Start of EXERCISE DATA
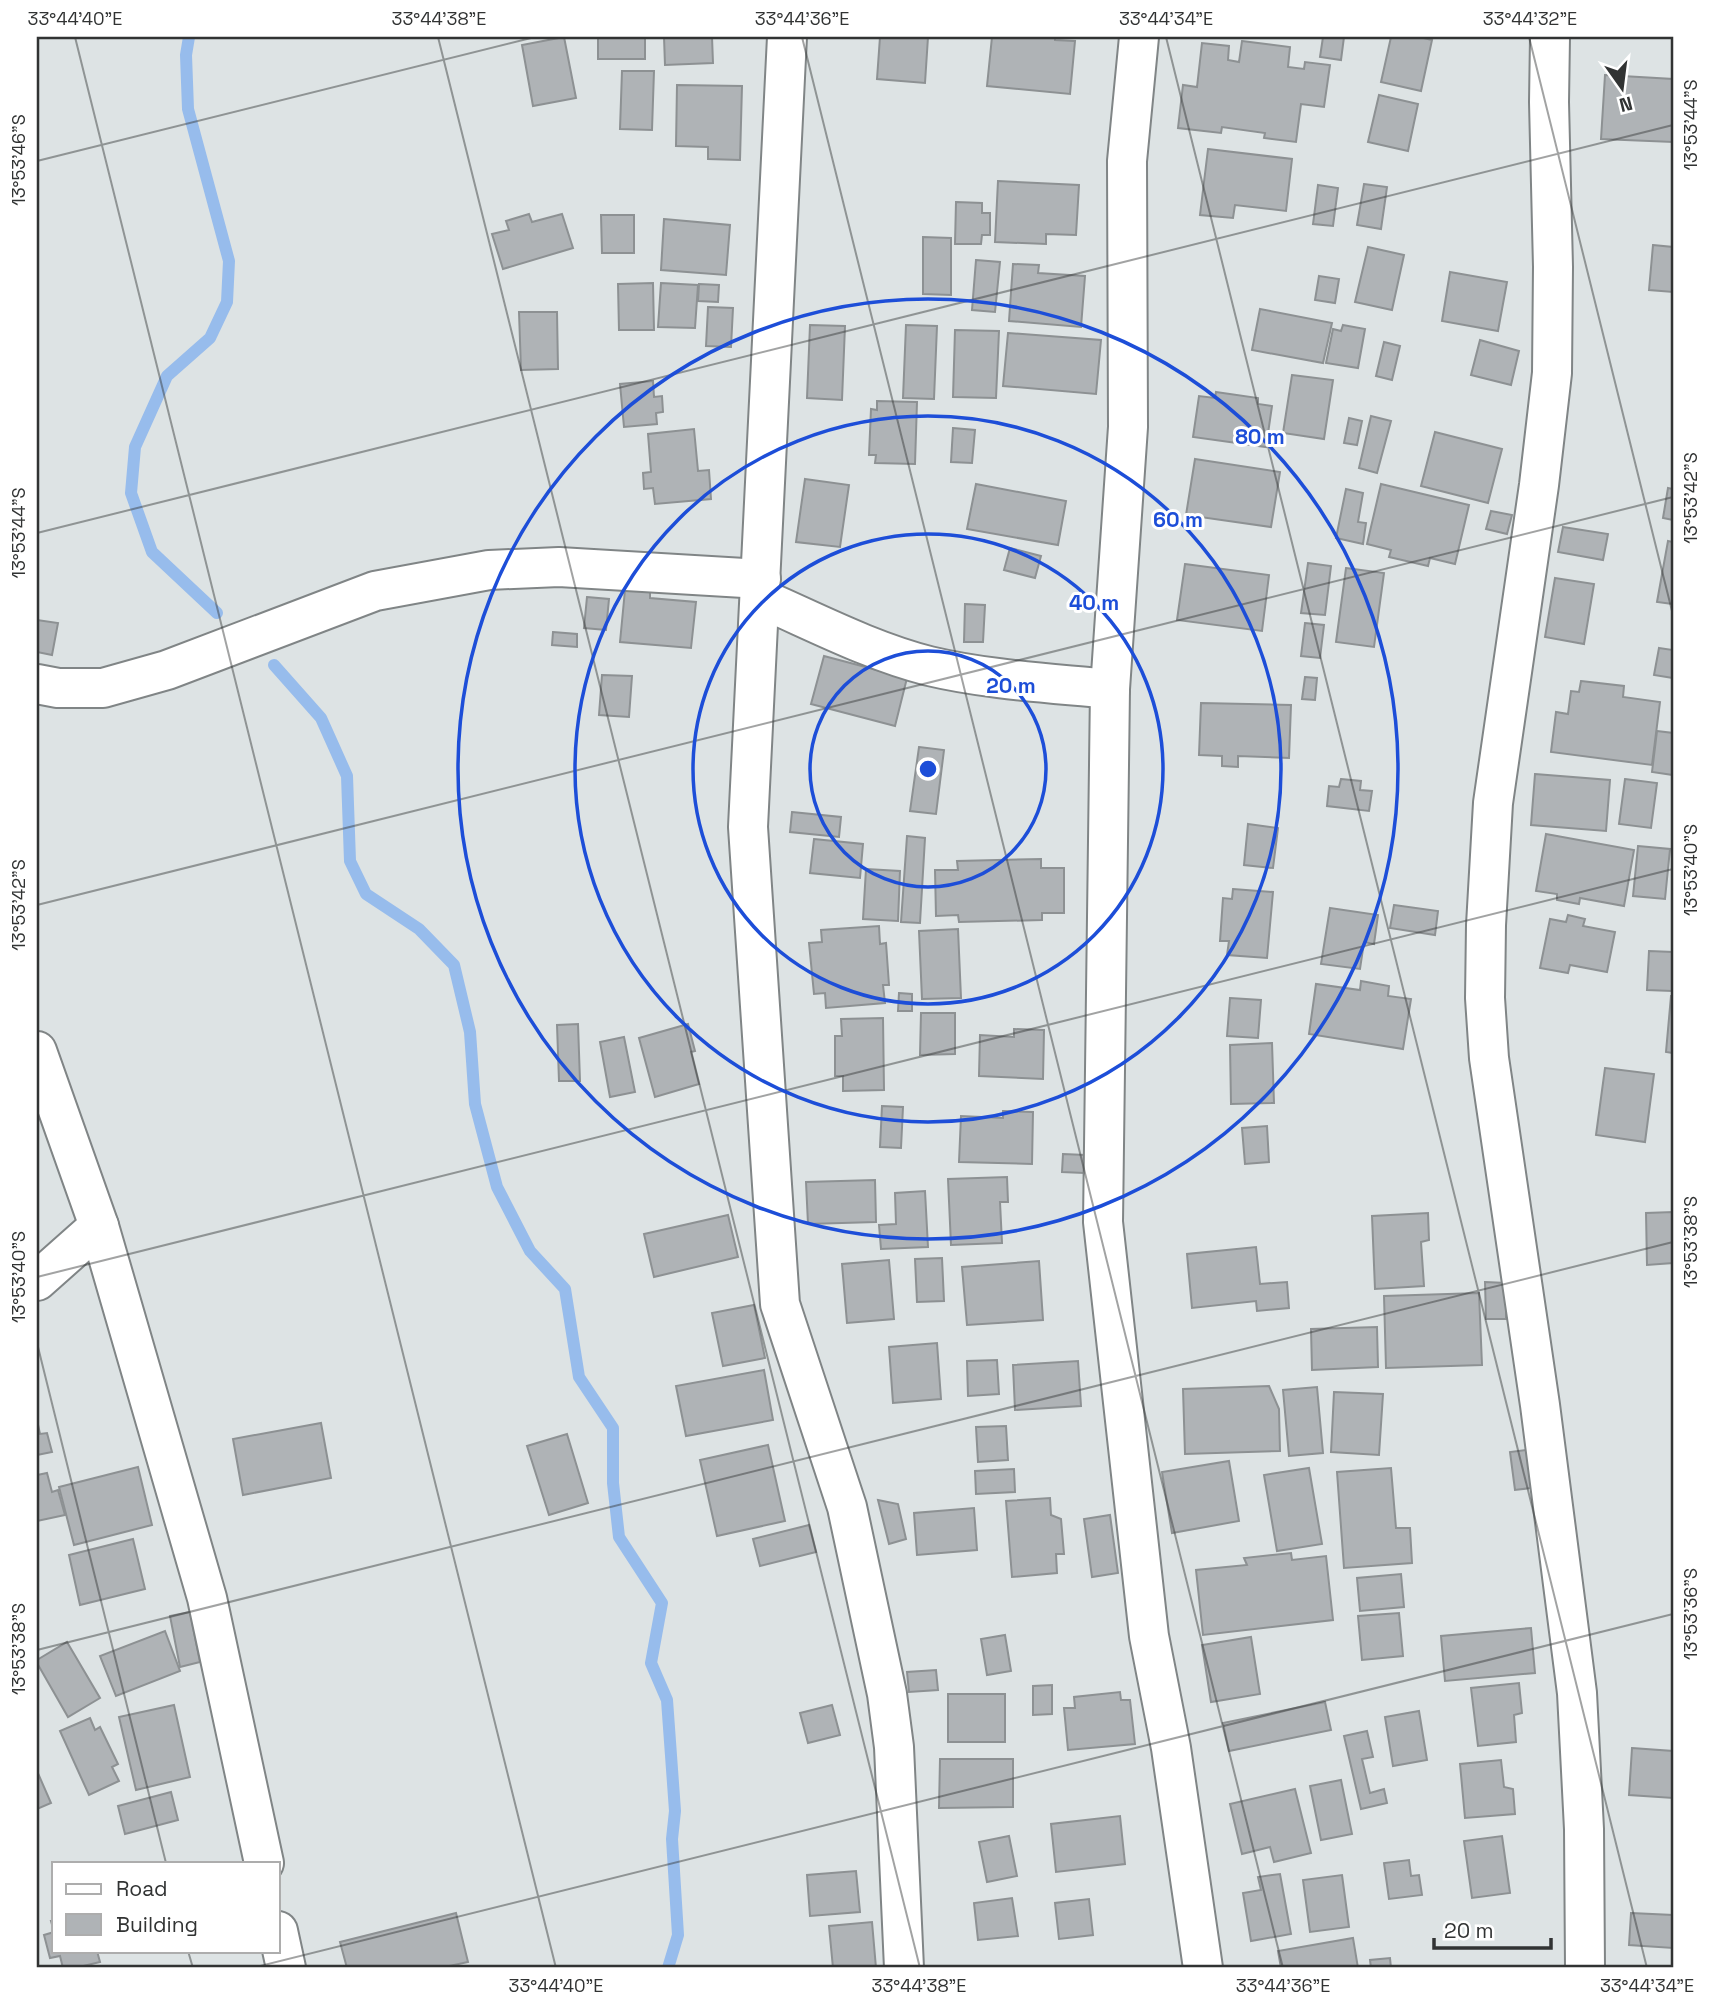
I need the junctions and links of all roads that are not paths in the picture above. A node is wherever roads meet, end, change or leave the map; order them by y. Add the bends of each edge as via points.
1 (788, 37) edge
2 (1139, 37) edge
3 (1550, 37) edge
4 (760, 589) junction
5 (37, 684) edge
6 (1110, 689) junction
7 (37, 1051) edge
8 (99, 1226) junction
9 (37, 1281) edge
10 (264, 1862) edge
11 (280, 1940) edge
12 (286, 1968) edge
13 (904, 1968) edge
14 (1203, 1968) edge
15 (1585, 1968) edge

1 - 4 street
2 - 6 street via 1127,161 1128,427
3 - 15 street via 1552,373 1493,803 1485,998 1489,1058 1577,1693
4 - 5 street via 559,567 489,570 375,591 167,670 103,688
4 - 6 street via 879,650 930,666
4 - 13 street via 748,827 780,1304 847,1507 887,1694 894,1747
6 - 14 street via 1103,1222 1149,1636 1171,1748
7 - 8 street
8 - 9 street
8 - 10 street via 207,1598
11 - 12 street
End of EXERCISE DATA
▶ [HOW TO COMPLETE THIS TASK]: The reply is to be all the records above, transcribed exactly, with no pictures.

▶ [ANSWER AREA]:
I need the junctions and links of all roads that are not paths in the picture above. A node is wherever roads meet, end, change or leave the map; order them by y. Add the bends of each edge as via points.
1 (788, 37) edge
2 (1139, 37) edge
3 (1550, 37) edge
4 (760, 589) junction
5 (37, 684) edge
6 (1110, 689) junction
7 (37, 1051) edge
8 (99, 1226) junction
9 (37, 1281) edge
10 (264, 1862) edge
11 (280, 1940) edge
12 (286, 1968) edge
13 (904, 1968) edge
14 (1203, 1968) edge
15 (1585, 1968) edge

1 - 4 street
2 - 6 street via 1127,161 1128,427
3 - 15 street via 1552,373 1493,803 1485,998 1489,1058 1577,1693
4 - 5 street via 559,567 489,570 375,591 167,670 103,688
4 - 6 street via 879,650 930,666
4 - 13 street via 748,827 780,1304 847,1507 887,1694 894,1747
6 - 14 street via 1103,1222 1149,1636 1171,1748
7 - 8 street
8 - 9 street
8 - 10 street via 207,1598
11 - 12 street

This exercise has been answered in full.